Chapter 11 ■ the World Wide Web
184
This syntax can be used for more general purposes than describing material to be fetched from a network.
The more general concept of a uniform resource identifier (URI) can be used either to identify physical network-
accessible documents or as a generic unique identifier used to give computer-readable names to conceptual entities,
that is, labels that are called uniform resource names (URNs). Everything in this book will specifically be a URL.
The pronunciation of URL, by the way, is you-are-ell. An “earl” is a member of the British aristocracy whose rank
is not quite that of a marquis but who does rank above a viscount—so an earl is the equivalent of a count over on the
Continent (not, in other words, a network document address).
When a document is automatically generated based on parameters specified by the user, the URL is extended
with a query string that starts with a question mark (?) and then uses the ampersand character (&) to delimit each
further parameter. Each parameter consists of a name, an equals sign, and a value.

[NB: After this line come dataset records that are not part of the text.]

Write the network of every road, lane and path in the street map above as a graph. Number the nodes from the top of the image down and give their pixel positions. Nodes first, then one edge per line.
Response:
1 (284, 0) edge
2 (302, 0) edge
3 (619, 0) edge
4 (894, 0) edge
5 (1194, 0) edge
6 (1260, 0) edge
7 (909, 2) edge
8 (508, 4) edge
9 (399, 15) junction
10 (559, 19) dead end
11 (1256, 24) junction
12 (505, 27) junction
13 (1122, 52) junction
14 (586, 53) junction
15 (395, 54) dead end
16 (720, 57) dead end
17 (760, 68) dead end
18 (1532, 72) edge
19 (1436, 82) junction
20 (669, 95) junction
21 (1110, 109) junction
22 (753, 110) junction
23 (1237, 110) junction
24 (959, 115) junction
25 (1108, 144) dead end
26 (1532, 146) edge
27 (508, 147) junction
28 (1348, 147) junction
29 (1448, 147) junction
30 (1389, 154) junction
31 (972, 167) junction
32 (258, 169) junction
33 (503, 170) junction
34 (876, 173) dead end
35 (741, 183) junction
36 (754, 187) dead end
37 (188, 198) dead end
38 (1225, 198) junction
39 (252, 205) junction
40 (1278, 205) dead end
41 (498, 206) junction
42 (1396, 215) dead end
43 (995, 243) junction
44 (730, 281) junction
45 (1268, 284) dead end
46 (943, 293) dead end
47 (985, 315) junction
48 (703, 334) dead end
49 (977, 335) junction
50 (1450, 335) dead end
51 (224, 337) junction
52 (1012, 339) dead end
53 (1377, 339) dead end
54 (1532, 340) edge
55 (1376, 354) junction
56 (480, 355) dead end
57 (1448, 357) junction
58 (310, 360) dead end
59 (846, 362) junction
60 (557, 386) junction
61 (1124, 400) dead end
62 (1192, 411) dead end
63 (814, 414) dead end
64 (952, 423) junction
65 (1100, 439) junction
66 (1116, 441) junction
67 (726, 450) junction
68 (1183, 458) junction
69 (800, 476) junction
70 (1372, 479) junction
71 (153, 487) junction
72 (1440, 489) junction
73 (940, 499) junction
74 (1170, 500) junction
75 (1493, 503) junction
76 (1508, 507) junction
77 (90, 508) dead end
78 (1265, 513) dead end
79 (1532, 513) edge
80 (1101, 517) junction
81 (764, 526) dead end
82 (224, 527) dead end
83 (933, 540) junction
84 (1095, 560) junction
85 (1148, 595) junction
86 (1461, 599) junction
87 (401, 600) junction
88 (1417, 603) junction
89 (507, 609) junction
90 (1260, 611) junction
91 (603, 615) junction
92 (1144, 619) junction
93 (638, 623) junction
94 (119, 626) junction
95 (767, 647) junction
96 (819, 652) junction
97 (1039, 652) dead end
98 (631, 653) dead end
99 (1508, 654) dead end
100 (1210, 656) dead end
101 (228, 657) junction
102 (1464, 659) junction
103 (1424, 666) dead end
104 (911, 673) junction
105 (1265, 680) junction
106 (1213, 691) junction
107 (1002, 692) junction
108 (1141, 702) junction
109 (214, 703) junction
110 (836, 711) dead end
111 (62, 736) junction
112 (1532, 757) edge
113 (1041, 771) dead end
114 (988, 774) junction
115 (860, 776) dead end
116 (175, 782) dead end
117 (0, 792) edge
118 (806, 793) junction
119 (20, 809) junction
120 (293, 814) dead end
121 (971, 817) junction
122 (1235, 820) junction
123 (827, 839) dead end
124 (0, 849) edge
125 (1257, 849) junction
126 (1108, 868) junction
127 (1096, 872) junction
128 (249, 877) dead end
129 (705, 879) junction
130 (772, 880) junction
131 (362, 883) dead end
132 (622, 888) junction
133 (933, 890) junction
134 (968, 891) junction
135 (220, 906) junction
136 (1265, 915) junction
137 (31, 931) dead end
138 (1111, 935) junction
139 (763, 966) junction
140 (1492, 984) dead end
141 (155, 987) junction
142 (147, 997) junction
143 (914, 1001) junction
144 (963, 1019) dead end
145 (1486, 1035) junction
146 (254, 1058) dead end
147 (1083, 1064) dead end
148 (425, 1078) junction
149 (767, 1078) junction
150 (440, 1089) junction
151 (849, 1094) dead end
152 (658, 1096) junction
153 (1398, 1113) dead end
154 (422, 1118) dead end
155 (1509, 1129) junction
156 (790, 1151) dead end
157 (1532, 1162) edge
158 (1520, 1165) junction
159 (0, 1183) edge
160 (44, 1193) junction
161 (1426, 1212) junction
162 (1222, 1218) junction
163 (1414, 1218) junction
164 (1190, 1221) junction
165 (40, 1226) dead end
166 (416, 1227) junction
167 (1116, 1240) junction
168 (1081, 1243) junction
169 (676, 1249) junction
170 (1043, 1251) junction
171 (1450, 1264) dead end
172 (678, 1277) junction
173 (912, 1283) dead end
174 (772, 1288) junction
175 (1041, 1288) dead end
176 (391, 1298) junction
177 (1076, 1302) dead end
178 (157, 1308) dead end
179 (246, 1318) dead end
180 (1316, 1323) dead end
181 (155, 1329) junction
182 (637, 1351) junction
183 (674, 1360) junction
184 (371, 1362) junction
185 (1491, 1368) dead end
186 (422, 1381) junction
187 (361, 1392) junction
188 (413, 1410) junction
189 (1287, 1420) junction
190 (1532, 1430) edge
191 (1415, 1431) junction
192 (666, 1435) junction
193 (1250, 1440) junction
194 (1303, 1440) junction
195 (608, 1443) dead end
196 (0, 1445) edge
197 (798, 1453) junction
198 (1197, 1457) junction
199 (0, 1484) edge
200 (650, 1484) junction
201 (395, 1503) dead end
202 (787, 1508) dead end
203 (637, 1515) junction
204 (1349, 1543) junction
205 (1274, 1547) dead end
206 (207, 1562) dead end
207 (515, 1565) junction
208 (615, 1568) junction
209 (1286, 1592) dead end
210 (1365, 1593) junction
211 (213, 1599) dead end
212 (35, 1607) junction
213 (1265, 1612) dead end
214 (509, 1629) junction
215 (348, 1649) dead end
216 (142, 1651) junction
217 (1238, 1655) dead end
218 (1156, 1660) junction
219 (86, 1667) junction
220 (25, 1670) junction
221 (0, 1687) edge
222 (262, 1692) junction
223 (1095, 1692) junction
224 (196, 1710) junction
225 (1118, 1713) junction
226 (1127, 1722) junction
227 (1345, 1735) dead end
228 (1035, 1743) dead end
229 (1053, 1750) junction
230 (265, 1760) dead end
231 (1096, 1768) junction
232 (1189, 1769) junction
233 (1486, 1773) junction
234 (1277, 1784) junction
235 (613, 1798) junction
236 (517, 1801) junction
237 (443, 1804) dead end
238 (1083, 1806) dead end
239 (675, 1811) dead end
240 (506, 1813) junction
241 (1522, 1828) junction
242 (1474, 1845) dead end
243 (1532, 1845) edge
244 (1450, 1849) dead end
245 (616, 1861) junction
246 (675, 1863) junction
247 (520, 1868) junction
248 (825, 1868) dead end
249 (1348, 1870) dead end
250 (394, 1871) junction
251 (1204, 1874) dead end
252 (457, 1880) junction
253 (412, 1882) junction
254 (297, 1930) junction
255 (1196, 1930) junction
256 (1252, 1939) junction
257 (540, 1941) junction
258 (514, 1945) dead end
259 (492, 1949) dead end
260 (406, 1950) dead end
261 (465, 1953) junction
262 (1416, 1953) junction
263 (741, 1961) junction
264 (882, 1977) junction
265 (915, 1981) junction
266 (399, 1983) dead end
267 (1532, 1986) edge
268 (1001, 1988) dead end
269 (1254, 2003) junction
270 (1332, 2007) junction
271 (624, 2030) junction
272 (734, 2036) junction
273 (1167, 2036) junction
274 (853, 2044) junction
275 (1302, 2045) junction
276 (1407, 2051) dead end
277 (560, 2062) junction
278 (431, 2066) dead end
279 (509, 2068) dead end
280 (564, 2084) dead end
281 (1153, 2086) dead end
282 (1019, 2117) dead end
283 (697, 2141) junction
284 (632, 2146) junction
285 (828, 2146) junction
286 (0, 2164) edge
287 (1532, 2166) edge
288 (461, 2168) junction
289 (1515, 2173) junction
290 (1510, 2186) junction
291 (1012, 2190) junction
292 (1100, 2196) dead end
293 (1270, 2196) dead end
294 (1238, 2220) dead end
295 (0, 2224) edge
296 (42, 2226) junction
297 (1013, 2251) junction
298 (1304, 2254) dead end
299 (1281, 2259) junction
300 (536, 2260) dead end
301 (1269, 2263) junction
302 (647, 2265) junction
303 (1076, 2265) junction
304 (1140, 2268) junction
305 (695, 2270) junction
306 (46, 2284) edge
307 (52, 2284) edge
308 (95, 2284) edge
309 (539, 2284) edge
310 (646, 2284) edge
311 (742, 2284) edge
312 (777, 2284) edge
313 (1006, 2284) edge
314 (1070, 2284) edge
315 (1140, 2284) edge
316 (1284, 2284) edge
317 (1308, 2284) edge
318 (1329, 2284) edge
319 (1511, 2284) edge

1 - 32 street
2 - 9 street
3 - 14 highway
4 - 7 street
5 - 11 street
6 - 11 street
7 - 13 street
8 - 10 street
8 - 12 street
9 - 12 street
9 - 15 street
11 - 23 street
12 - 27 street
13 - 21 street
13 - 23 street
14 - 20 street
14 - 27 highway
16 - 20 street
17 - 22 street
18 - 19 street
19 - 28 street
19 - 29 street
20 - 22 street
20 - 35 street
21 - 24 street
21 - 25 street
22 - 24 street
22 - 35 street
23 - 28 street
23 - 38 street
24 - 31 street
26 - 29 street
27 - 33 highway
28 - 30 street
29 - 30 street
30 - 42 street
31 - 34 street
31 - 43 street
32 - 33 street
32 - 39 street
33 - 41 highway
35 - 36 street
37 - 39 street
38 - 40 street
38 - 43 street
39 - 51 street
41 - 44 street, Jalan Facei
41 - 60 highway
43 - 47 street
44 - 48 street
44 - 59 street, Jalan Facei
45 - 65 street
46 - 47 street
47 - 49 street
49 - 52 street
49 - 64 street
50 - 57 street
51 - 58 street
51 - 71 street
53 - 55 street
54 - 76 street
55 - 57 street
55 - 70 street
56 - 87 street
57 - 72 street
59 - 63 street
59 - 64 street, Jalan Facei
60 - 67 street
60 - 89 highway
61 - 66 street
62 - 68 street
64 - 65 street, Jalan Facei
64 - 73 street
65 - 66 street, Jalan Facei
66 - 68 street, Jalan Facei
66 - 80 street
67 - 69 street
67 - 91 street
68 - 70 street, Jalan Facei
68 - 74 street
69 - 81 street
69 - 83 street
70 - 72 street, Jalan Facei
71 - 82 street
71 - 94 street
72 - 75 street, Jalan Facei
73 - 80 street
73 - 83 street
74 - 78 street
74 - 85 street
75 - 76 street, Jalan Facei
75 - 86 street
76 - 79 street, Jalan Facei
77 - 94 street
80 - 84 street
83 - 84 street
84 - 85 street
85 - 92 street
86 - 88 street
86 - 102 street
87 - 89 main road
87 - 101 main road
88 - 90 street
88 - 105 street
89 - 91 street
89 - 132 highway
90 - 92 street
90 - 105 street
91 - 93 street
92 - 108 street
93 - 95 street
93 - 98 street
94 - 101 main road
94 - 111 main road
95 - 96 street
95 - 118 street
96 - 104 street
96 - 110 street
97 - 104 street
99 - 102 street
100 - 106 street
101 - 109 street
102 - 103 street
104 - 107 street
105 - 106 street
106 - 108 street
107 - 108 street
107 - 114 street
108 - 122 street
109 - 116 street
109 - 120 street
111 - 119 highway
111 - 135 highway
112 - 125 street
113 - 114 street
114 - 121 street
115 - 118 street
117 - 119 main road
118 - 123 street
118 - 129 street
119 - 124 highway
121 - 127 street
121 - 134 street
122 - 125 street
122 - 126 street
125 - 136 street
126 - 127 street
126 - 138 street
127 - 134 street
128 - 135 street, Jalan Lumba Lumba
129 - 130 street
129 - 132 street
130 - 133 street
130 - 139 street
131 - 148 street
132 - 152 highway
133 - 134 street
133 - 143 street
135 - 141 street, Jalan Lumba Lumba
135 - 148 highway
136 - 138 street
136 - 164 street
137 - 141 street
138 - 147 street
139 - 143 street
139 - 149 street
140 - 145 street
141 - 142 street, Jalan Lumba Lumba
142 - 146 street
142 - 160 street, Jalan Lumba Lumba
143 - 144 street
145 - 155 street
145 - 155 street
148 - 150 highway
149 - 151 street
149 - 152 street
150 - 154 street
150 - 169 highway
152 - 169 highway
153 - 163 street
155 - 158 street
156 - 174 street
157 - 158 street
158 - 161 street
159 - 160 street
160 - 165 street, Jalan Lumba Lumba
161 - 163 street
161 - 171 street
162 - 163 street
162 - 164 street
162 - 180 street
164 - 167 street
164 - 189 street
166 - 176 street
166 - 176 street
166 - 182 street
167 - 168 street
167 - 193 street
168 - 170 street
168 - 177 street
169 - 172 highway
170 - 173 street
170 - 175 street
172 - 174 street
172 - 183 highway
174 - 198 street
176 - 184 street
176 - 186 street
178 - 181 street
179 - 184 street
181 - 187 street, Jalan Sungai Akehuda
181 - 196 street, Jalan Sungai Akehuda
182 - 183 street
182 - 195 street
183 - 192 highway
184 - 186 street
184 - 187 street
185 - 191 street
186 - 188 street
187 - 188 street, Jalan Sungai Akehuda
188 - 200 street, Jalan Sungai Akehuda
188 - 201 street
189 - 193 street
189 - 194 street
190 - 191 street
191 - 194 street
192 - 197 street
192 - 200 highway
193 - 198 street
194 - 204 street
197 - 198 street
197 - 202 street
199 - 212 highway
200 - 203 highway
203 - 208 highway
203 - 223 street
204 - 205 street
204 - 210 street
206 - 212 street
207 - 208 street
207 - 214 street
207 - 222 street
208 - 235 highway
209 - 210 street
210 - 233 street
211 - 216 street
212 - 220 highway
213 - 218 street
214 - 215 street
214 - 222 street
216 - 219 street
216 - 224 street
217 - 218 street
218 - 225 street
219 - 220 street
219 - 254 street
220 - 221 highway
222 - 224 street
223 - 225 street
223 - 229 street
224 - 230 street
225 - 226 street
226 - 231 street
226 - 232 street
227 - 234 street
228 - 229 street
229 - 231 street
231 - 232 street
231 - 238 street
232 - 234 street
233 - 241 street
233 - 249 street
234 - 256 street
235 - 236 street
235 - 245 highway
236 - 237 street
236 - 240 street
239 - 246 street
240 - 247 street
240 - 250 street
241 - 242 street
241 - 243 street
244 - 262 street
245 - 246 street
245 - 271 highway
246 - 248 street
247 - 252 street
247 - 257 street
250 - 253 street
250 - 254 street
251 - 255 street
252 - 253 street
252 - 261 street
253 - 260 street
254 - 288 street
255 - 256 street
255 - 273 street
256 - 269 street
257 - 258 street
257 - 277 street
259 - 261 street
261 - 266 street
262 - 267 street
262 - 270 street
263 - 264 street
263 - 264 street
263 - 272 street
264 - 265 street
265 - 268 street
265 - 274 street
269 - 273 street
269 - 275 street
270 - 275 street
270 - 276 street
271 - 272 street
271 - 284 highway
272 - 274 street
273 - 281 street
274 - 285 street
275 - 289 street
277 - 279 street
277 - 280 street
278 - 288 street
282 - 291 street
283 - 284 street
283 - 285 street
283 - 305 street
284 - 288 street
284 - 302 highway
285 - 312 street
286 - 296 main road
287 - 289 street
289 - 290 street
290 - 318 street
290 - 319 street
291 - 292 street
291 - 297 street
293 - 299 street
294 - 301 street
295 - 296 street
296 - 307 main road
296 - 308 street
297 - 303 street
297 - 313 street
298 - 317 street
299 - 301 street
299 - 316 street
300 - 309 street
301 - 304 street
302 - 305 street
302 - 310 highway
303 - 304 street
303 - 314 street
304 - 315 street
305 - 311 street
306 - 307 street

https://www.google.com/search?q=apod&btnI=yes
Finally, a URL can be suffixed with a fragment that names the particular location on a page to which the link is referring.
http://tools.ietf.org/html/rfc2324#section-2.3.2
The fragment is different from the other components of a URL. Because a web browser presumes that it needs
to fetch the entire page named by the path in order to find the element named by the fragment, it does not actually
transmit the fragment in its HTTP request! All that the server can learn from the browser when it fetches an HTTP
URL is the hostname, the path, and the query. The hostname, you will recall from Chapter 9, is delivered as the Host
header, and the path and query are concatenated together to produce the full path that follows the HTTP method on
the first line of the request.
If you study RFC 3986, you will discover a few additional features that are only rarely in use. It is the authoritative
resource to consult when you run across rare features that you want to learn more about, like the possibility of
including a user@password authentication string right in the URL itself.
Parsing and Building URLs
The urllib.parse module that comes built in to the Python Standard Library provides the tools that you’ll need both
to interpret and to build URLs. Splitting a URL into its component pieces is a single function call. It returns what in
earlier versions of Python was simply a tuple, and you can still view the result that way and use integer indexing—or
tuple unpacking in an assignment statement—to access its items.
from urllib.parse import urlsplit
u = urlsplit('https://www.google.com/search?q=apod&btnI=yes')
tuple(u)
('https', 'www.google.com', '/search', 'q=apod&btnI=yes', '')
But the tuple also supports named attribute access to its items to help make your code more readable when you
are inspecting a URL.
u.scheme
'https'
u.netloc
'www.google.com'
u.path
'/search'
u.query
'q=apod&btnI=yes'
u.fragment
''